Кевин возвратился к своей команде:
– Давайте просыпайтесь! Просыпайтесь!
А вот Лайам с Эйданом никогда не злились, если скажешь что-нибудь про их папаню.
Игра затягивалась. Эйдан устал комментировать. Темнело. К вечернему чаю игра заканчивалась. Стоит Джеймсу О'Кифу опоздать к чаю, и его маманя отдаст его порцию коту. Однажды он даже прокричала на всю улицу (Джеймс О'Киф прятался за изгородью):
– Джеймс О'Киф! Ещё минута, и твои рыбные палочки у котика в кормушке!
И он побежал домой. Потом, правда, отбрёхивался, что решил: к чаю будут не рыбные палочки, а рубленое мясо с репой. Врал небось. Джеймс О'Киф был самый большой враль в Барритауне.
Двадцать семь – двадцать три; мы выигрываем.
– Даю вам честное слово, – комментировал Эйдан, – Роджер Хант создаёт проблемы защите шотландцев.
Роджер Хант – это наш Синдбад. С ним не справиться, потому что он малявка и хорошо ведёт мяч. Кевин неплохо ставит подножки, но игра идёт на дороге, и бояться Синдбаду нечего. Сбить с ног легче того, кто одного с тобою роста. И ещё: Синдбад никогда не забивает гол сам. Передаёт мяч тому, что не промахнётся – мне, например, – я забиваю, и вся слава достаётся мне. Вот и сейчас – двадцать один гол мой. Семь хет-триков.
– А почему называется «хет-трик»?
– Потому что для хет-трика надо уметь хитрить.
Играешь за команду Ирландии – надевай кепи. Кепи – это вроде школьной шапочки с именем и фамилией. У английских кепи сверху такая штука, как шнур у папани на халате. Кепи можно даже и не носить. Ставишь в такой специальный ящик со стеклянными дверцами, и гости, когда приходят, любуются на кепи и на медали. Когда я болел, мне разрешали надевать папин халат.
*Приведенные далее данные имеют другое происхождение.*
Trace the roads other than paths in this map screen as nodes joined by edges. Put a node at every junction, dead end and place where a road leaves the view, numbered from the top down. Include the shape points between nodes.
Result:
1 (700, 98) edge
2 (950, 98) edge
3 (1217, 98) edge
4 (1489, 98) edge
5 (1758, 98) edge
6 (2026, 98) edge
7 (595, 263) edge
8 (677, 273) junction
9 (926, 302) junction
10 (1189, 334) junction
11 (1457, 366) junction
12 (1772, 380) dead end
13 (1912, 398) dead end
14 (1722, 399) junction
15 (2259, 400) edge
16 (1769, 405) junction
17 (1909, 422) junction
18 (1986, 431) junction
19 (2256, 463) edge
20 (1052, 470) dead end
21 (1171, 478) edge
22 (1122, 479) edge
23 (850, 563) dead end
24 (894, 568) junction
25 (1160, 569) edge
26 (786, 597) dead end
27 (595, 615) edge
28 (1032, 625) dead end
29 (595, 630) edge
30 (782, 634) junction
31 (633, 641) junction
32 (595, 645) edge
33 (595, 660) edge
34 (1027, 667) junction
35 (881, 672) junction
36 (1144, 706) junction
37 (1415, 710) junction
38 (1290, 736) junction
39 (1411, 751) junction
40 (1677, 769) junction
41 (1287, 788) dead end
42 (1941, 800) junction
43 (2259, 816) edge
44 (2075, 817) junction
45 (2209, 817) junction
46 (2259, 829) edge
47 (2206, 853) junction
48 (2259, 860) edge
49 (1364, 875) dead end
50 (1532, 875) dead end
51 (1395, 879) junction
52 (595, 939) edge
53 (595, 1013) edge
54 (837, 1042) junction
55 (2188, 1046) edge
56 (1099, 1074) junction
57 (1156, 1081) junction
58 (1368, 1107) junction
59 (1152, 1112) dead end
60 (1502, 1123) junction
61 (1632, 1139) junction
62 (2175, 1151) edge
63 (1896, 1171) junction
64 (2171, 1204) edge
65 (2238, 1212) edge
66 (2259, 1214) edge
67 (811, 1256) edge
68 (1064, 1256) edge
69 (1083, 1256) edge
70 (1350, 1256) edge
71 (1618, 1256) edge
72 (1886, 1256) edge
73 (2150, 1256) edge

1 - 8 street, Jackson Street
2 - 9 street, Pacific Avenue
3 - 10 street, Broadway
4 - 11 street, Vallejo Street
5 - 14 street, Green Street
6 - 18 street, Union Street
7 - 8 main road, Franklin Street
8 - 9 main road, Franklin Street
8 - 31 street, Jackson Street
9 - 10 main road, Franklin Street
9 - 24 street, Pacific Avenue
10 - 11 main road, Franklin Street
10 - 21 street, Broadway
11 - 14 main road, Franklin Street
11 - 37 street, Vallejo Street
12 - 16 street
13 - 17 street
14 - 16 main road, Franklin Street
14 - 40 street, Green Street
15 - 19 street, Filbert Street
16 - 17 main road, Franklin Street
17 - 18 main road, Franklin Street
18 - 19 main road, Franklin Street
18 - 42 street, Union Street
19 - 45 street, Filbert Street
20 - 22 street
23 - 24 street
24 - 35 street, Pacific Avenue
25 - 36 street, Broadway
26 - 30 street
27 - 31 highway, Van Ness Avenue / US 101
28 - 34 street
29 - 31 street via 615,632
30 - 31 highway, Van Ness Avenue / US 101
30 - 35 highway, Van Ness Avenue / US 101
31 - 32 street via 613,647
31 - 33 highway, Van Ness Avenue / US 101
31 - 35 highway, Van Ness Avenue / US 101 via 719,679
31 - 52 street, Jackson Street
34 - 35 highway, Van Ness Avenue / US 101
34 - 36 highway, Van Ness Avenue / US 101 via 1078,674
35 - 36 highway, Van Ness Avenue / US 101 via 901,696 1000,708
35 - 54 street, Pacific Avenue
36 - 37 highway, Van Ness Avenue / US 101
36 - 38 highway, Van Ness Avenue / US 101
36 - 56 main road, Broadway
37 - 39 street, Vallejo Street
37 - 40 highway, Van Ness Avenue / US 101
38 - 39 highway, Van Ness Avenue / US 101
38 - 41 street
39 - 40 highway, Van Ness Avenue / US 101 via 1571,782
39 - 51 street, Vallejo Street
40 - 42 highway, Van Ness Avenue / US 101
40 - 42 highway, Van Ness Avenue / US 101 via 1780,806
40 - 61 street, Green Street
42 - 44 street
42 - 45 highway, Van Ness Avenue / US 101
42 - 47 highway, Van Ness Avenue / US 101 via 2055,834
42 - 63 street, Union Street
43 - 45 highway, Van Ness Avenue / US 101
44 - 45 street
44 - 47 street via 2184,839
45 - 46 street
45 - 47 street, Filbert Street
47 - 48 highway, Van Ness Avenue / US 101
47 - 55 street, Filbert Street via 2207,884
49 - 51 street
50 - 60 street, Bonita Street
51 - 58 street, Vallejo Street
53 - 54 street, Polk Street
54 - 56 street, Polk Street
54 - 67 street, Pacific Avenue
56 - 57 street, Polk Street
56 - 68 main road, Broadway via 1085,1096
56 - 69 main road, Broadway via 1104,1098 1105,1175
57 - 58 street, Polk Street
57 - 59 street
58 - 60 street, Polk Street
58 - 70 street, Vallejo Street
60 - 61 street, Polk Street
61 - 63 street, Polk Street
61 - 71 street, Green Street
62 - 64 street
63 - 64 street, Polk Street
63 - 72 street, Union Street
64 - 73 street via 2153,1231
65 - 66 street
Команду «Барритаун Юнайтед» придумал мистер О'Киф. Мистер О'Киф мне нравился. Они разрешал нам называть его по имени: Томми. Поначалу это казалось диким. Джеймс О'Киф, естественно, не называл его Томми, да и из нас никто не осмеливался, тем более в присутствии миссис О'Киф. И не потому, что он нам запрещал. Не называли, и всё. Джеймс О'Киф не знал, как его маманю зовут по имени.
– Агнес.
Так звать маманю Макэвоя.
– Герти, – сказал Лайам. Герти звали Лайама с Эйданом маманю.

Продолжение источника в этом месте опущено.